--- RECORDED DATA ---

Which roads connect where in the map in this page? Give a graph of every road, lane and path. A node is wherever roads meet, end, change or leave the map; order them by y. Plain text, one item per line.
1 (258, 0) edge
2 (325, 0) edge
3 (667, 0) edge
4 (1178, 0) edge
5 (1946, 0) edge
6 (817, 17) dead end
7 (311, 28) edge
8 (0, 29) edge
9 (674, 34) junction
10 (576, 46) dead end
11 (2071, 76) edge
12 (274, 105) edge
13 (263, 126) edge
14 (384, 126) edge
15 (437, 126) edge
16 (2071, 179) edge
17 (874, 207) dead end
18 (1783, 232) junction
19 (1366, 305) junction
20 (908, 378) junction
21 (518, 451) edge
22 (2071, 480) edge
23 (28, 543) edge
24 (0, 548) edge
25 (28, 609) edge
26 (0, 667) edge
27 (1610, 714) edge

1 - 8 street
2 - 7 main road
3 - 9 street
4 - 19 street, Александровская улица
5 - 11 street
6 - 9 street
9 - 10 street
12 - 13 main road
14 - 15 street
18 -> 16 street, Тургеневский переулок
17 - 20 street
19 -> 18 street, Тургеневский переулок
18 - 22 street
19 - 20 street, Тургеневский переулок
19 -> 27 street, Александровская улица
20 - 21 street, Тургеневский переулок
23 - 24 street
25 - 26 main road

---

■ PROMPT
Repeat, word for word, all the lines above.

■ COMPLETED EXERCISE
Which roads connect where in the map in this page? Give a graph of every road, lane and path. A node is wherever roads meet, end, change or leave the map; order them by y. Plain text, one item per line.
1 (258, 0) edge
2 (325, 0) edge
3 (667, 0) edge
4 (1178, 0) edge
5 (1946, 0) edge
6 (817, 17) dead end
7 (311, 28) edge
8 (0, 29) edge
9 (674, 34) junction
10 (576, 46) dead end
11 (2071, 76) edge
12 (274, 105) edge
13 (263, 126) edge
14 (384, 126) edge
15 (437, 126) edge
16 (2071, 179) edge
17 (874, 207) dead end
18 (1783, 232) junction
19 (1366, 305) junction
20 (908, 378) junction
21 (518, 451) edge
22 (2071, 480) edge
23 (28, 543) edge
24 (0, 548) edge
25 (28, 609) edge
26 (0, 667) edge
27 (1610, 714) edge

1 - 8 street
2 - 7 main road
3 - 9 street
4 - 19 street, Александровская улица
5 - 11 street
6 - 9 street
9 - 10 street
12 - 13 main road
14 - 15 street
18 -> 16 street, Тургеневский переулок
17 - 20 street
19 -> 18 street, Тургеневский переулок
18 - 22 street
19 - 20 street, Тургеневский переулок
19 -> 27 street, Александровская улица
20 - 21 street, Тургеневский переулок
23 - 24 street
25 - 26 main road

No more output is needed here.